The U.S. Army’s quiet Chief of Staff, General George Catlett Marshall, 62, has never wanted to ride out World War II with his boots planted behind a Washington desk. The man Pershing called the finest officer in World War I wants to see some action. Months ago the rumors of General Marshall’s next move simmered down into a strong possibility: the President would transfer George Marshall to England to lead the Allied invasion of Europe.

The unofficial but authoritative Army & Navy Journal, freshly studying this probability last week, decided it did not like the idea, and even suggested that the move might be against the U.S. interest. The Journal hinted cryptically: “General Marshall, of course, has come into conflict with powerful interests which would like to eliminate him from the Washington picture. . . .”
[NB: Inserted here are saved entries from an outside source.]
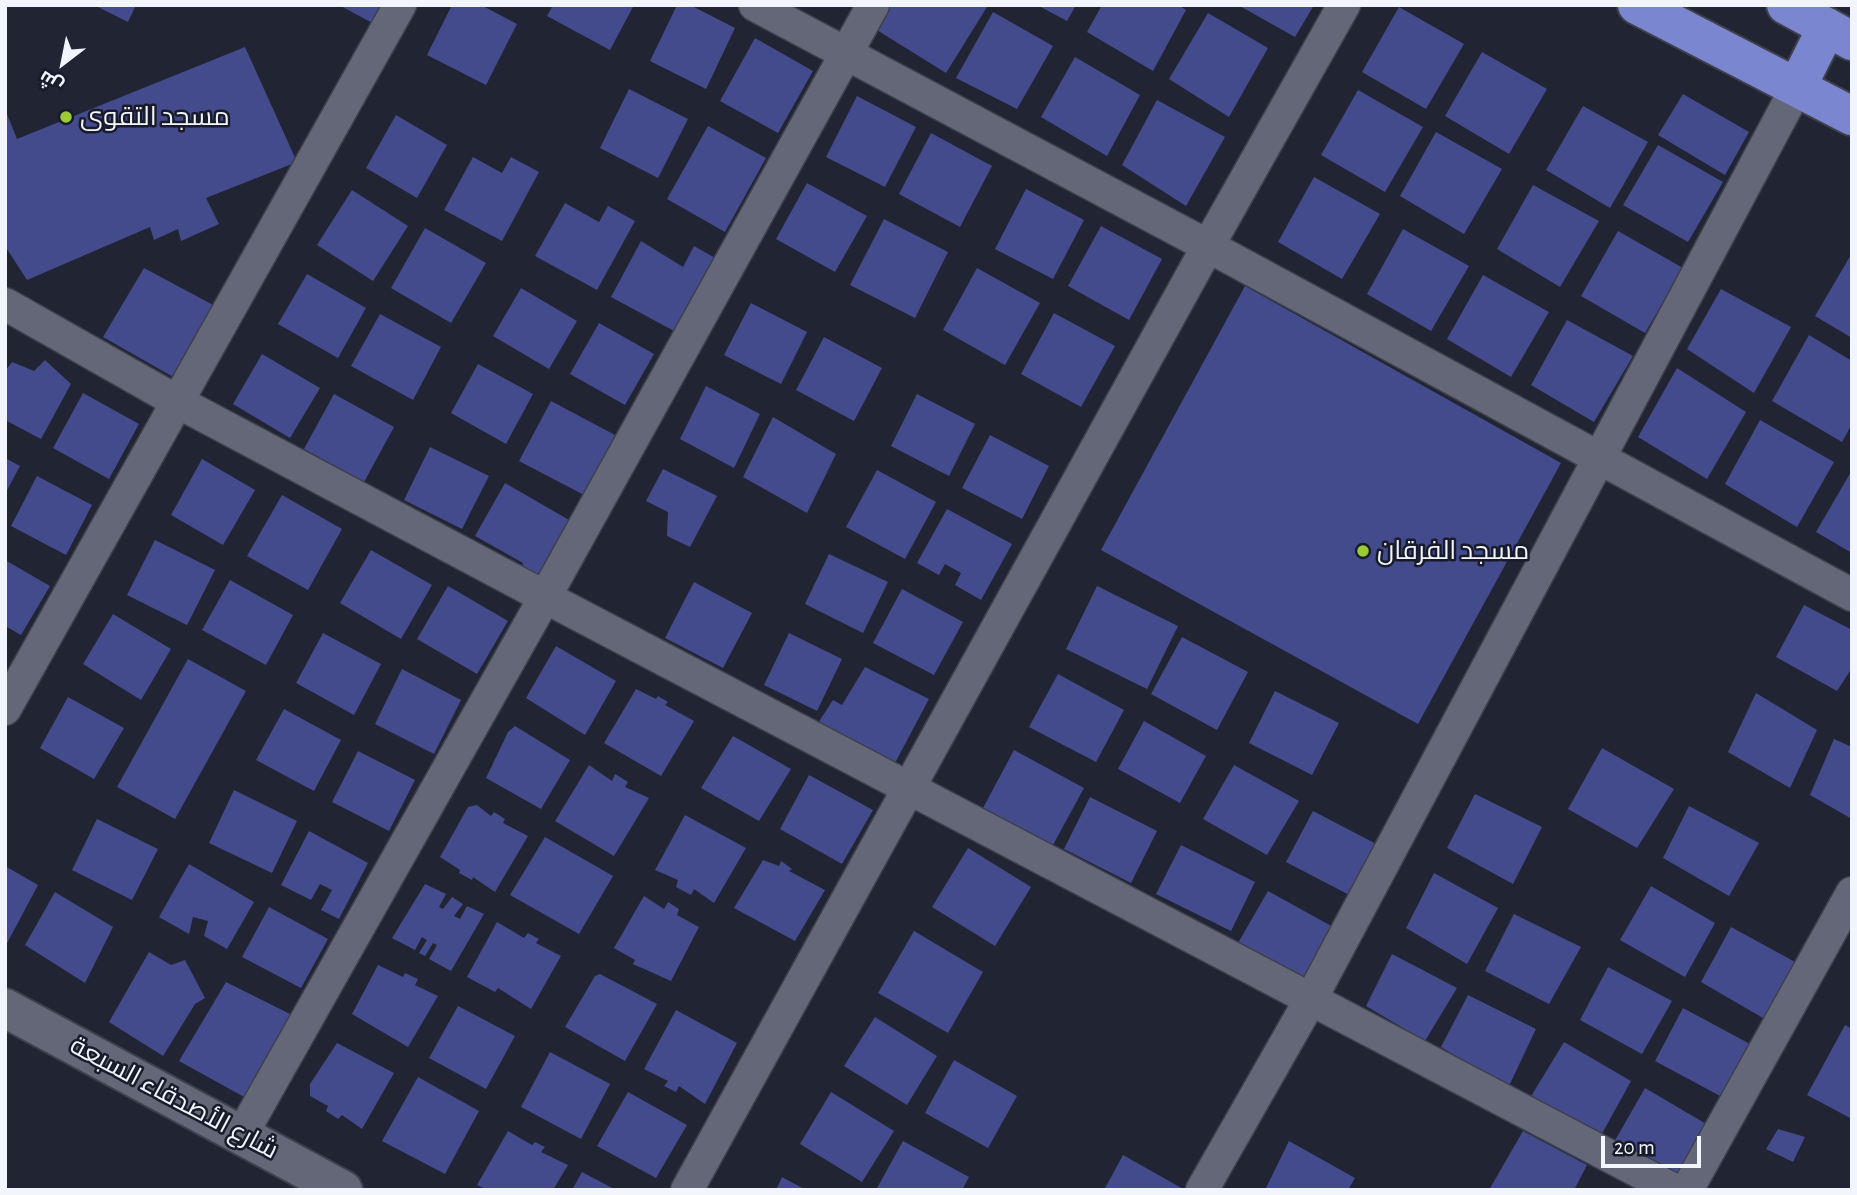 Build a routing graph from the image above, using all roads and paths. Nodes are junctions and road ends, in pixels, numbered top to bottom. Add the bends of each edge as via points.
1 (400, 5) edge
2 (755, 5) edge
3 (873, 5) edge
4 (1344, 5) edge
5 (1637, 5) edge
6 (1786, 5) edge
7 (1840, 34) edge
8 (846, 55) junction
9 (1797, 87) junction
10 (1852, 117) edge
11 (1208, 246) junction
12 (5, 304) edge
13 (178, 402) junction
14 (1600, 457) junction
15 (1852, 595) edge
16 (545, 597) junction
17 (5, 709) edge
18 (910, 788) junction
19 (1851, 895) edge
20 (1312, 997) junction
21 (5, 1008) edge
22 (242, 1134) junction
23 (343, 1190) edge
24 (687, 1190) edge
25 (1202, 1190) edge
26 (1674, 1190) edge
27 (1687, 1190) edge

1 - 13 street
2 - 8 street
3 - 8 street
4 - 11 street
5 - 9 highway
6 - 7 highway
7 - 9 highway
8 - 11 street
8 - 16 street
9 - 10 highway
9 - 14 street
11 - 14 street
11 - 18 street
12 - 13 street
13 - 16 street
13 - 17 street
14 - 15 street
14 - 20 street
16 - 18 street
16 - 22 street
18 - 20 street
18 - 24 street
19 - 27 street
20 - 25 street
20 - 26 street
21 - 22 street, شارع الأصدقاء السبعة
22 - 23 street, شارع الأصدقاء السبعة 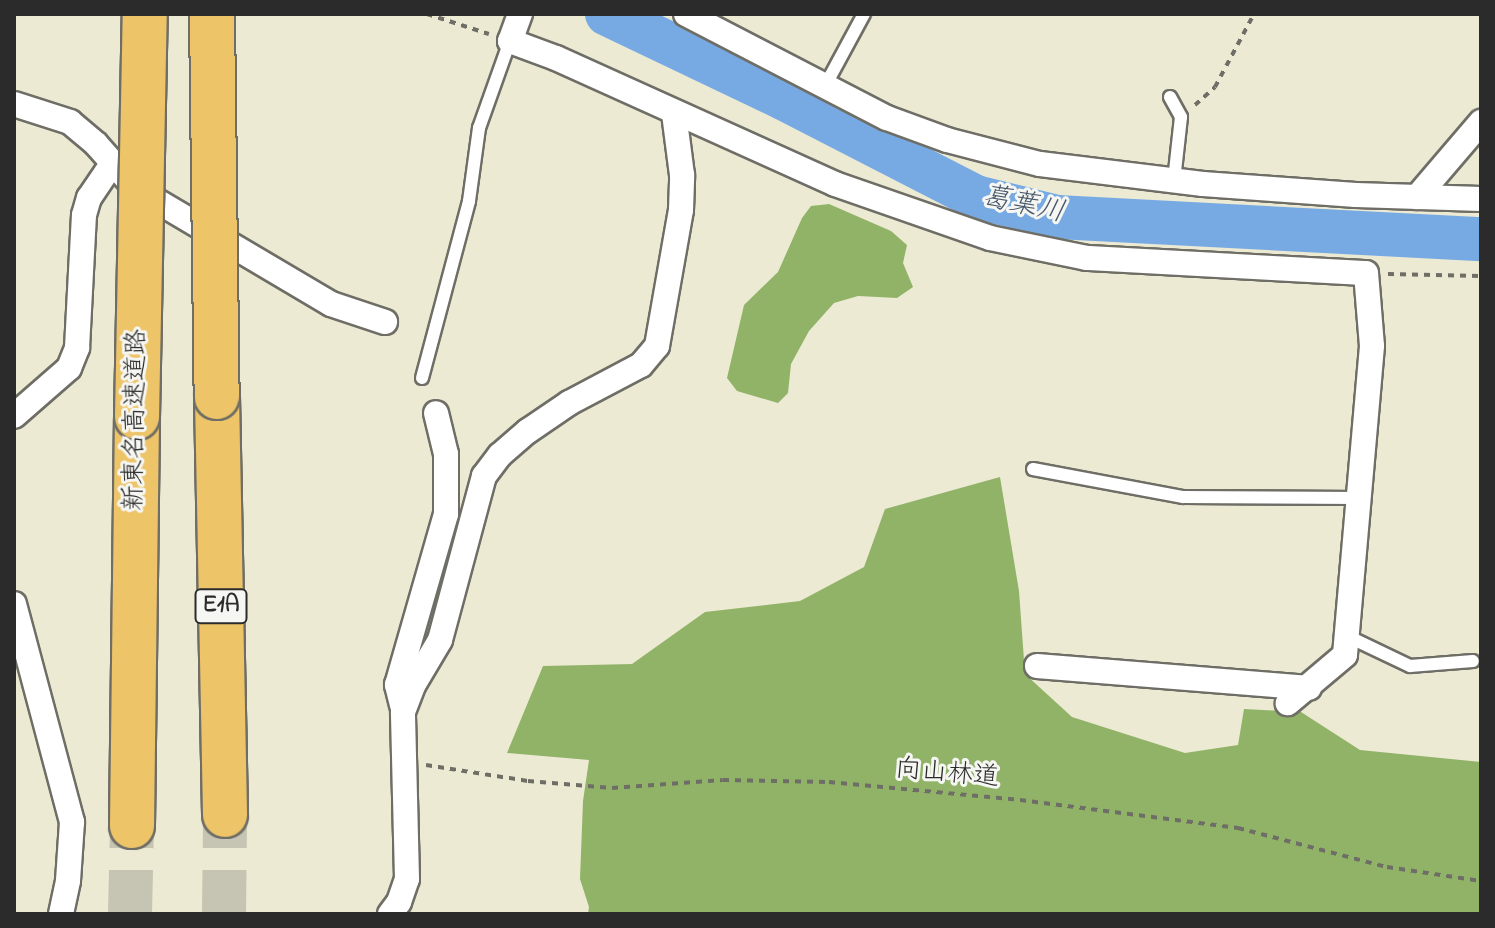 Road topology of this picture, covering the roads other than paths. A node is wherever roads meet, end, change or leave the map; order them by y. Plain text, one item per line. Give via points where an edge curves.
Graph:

“Powerful interests” was all the hint the America-Firstish press needed. The Washington Times-Herald’s British-baiting Frank C. Waldrop (whose capital dope is reverently quoted by the Chicago Tribune and the New York Daily News) picked up what appeared to be the ball and ran panting across several vacant lots. Lumping Franklin Roosevelt and Adolf Hitler together for firing good generals, Waldrop wrote: “. . . The fundamental question is whether our Army is to be used first for United States purposes or for the purposes of British Empire strategy General Marshall right today is out as Chief of Staff, because he won’t further subordinate his ‘technical’ views on global strategy to Messrs. Roosevelt and Churchill.”

General Marshall, good friend of Messrs. Roosevelt & Churchill, refused to make any comment whatsoever.